Any disruption of the ocean-atmosphere system affects world weather. Perhaps no natural phenomenon illustrates this as well as an El Niño event. Although their origins may be particular to tropical latitudes, El Niños can shape climate on a global scale.

El Niño is a climatic phenomenon originally observed by fishermen, who noted the appearance of unusually warm currents off the coast of South America every few years. They also noticed that the warm water that arrives with El Niño events affected fishing harvests. During El Niño, a reduction in the normal upwelling of cool water means fewer nutrients enter the food chain, reducing ocean productivity.

In some years, the warm ocean current that flows south along the coasts of Ecuador and Peru in late December is warmer, stronger, and flows farther than usual. Because rainfall increases around warm water, the warmer current causes heavy rains to fall in normally dry areas along the western coasts of North, Central, and South America. The suspected cause of these unusual conditions is a slackening, and then a complete reversal, of the normal Pacific Ocean trade-wind pattern and its corresponding ocean currents.

Normally, trade winds blow from east to west and push water across the Pacific from South America toward Australia. As a result, when the trade winds are blowing, the water surface is actually several feet higher in the western Pacific than it is in the east. But when trade winds weaken, they no longer buttress the mass of warm water that typically builds in the western Pacific, and the force of gravity causes the water to surge back eastward.

Because rain that normally falls at western edge of the Pacific now falls instead along shores to the east, unusually dry conditions predominate over northern Australia, Indonesia, and the Philippines. Droughts take hold, crops fail, and food shortages follow. To the east, abnormally heavy rains fall along the shores of the Americas, and flooding threatens communities and erodes thin soils.

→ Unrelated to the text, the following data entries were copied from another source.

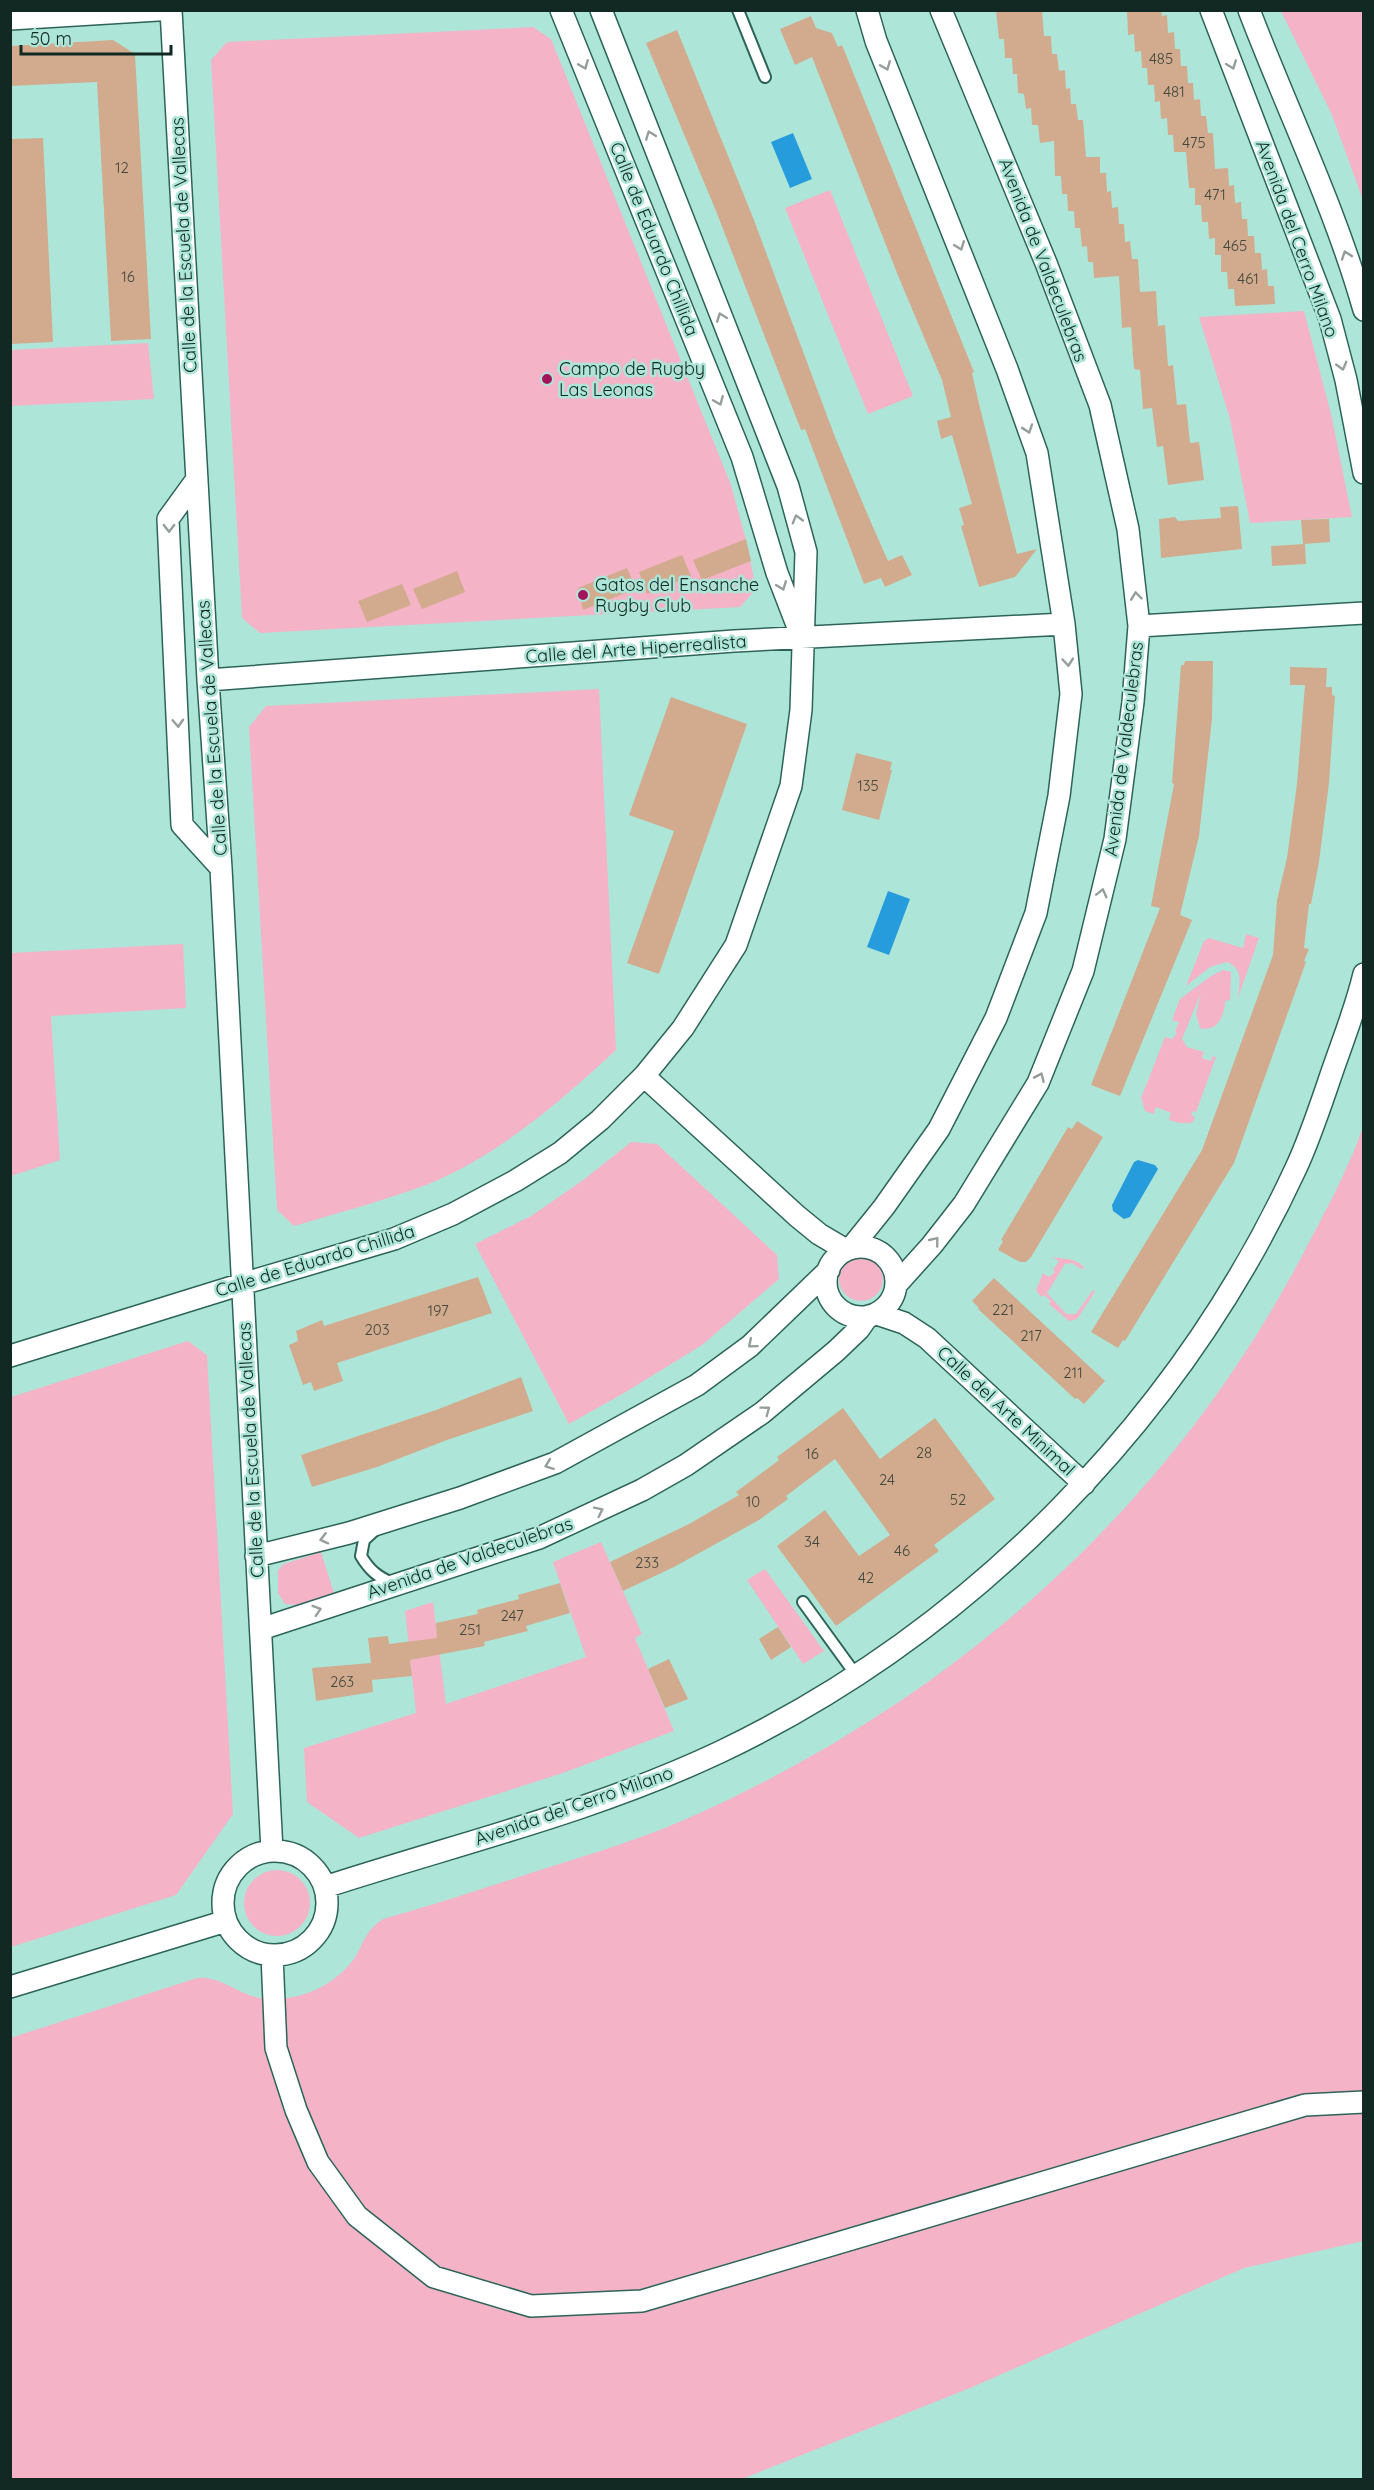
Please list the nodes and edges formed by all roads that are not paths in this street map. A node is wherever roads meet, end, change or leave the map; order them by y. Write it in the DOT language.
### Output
graph roads {
  1 [pos="158,10"];
  2 [pos="171,10"];
  3 [pos="561,10"];
  4 [pos="601,10"];
  5 [pos="738,10"];
  6 [pos="867,10"];
  7 [pos="941,10"];
  8 [pos="1211,10"];
  9 [pos="1249,10"];
  10 [pos="10,19"];
  11 [pos="765,77"];
  12 [pos="1364,310"];
  13 [pos="1364,473"];
  14 [pos="197,479"];
  15 [pos="1364,613"];
  16 [pos="1064,624"];
  17 [pos="1139,626"];
  18 [pos="802,639"];
  19 [pos="208,680"];
  20 [pos="220,868"];
  21 [pos="1364,974"];
  22 [pos="644,1076"];
  23 [pos="797,1216"];
  24 [pos="848,1249"];
  25 [pos="829,1268"];
  26 [pos="242,1284"];
  27 [pos="896,1287"];
  28 [pos="873,1315"];
  29 [pos="927,1338"];
  30 [pos="10,1356"];
  31 [pos="1084,1484"];
  32 [pos="385,1521"];
  33 [pos="256,1556"];
  34 [pos="396,1584"];
  35 [pos="803,1602"];
  36 [pos="261,1629"];
  37 [pos="857,1676"];
  38 [pos="272,1851"];
  39 [pos="325,1887"];
  40 [pos="226,1921"];
  41 [pos="272,1955"];
  42 [pos="10,1987"];
  43 [pos="1364,2102"];
  1 -- 10 [label="street"];
  2 -- 14 [label="street, Calle de la Escuela de Vallecas"];
  3 -- 18 [label="street, Calle de Eduardo Chillida, one-way"];
  18 -- 4 [label="street, Calle de Eduardo Chillida, one-way"];
  5 -- 11 [label="lane"];
  6 -- 16 [label="street, one-way"];
  17 -- 7 [label="street, Avenida de Valdeculebras, one-way"];
  8 -- 13 [label="street, Avenida del Cerro Milano, one-way"];
  12 -- 9 [label="street, Avenida del Cerro Milano, one-way"];
  14 -- 19 [label="street, Calle de la Escuela de Vallecas"];
  14 -- 20 [label="street, Calle de la Escuela de Vallecas, one-way"];
  15 -- 17 [label="street"];
  16 -- 18 [label="street, Calle del Arte Hiperrealista"];
  16 -- 24 [label="street, one-way"];
  27 -- 17 [label="street, Avenida de Valdeculebras, one-way"];
  18 -- 19 [label="street, Calle del Arte Hiperrealista"];
  18 -- 22 [label="street, Calle de Eduardo Chillida"];
  19 -- 20 [label="street, Calle de la Escuela de Vallecas"];
  20 -- 26 [label="street, Calle de la Escuela de Vallecas"];
  21 -- 31 [label="street, Avenida del Cerro Milano"];
  22 -- 23 [label="street"];
  22 -- 26 [label="street, Calle de Eduardo Chillida"];
  23 -- 24 [label="street"];
  23 -- 25 [label="street"];
  24 -- 25 [label="street"];
  24 -- 27 [label="street"];
  25 -- 28 [label="street"];
  25 -- 32 [label="street, one-way"];
  26 -- 30 [label="street, Calle de Eduardo Chillida"];
  26 -- 33 [label="street, Calle de la Escuela de Vallecas"];
  27 -- 28 [label="street"];
  27 -- 29 [label="street, Calle del Arte Minimal"];
  28 -- 29 [label="street, Calle del Arte Minimal"];
  34 -- 28 [label="street, Avenida de Valdeculebras, one-way"];
  29 -- 31 [label="street, Calle del Arte Minimal"];
  31 -- 37 [label="street, Avenida del Cerro Milano"];
  32 -- 33 [label="street, one-way"];
  32 -- 34 [label="lane"];
  33 -- 36 [label="street, Calle de la Escuela de Vallecas"];
  36 -- 34 [label="street, Avenida de Valdeculebras, one-way"];
  35 -- 37 [label="lane"];
  36 -- 38 [label="street, Calle de la Escuela de Vallecas"];
  37 -- 39 [label="street, Avenida del Cerro Milano"];
  38 -- 39 [label="street"];
  38 -- 40 [label="street"];
  39 -- 41 [label="street"];
  40 -- 41 [label="street"];
  40 -- 42 [label="street"];
  41 -- 43 [label="street"];
}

Scientists now know that El Niño events are the result of a large-scale weakening of the trade winds and warming of the surface ocean in the eastern and central equatorial portions of the Pacific Ocean. An El Niño event typically lasts 12-18 months and coincides with a swing in the Southern Oscillation (SO) — the see-sawing of tropical sea level pressure between the eastern and western hemispheres that occurs about every two or more years. The changes in the Southern Oscillation propagate the effects of an El Niño event around the globe.

El Niño's effects on global weather have proven consistent from event to event. Increased heating of the tropical atmosphere over the central and eastern Pacific affects the jet streams in the subtropics as well as in the temperate latitudes of the northern hemisphere, altering typical rainfall and temperature patterns in these regions.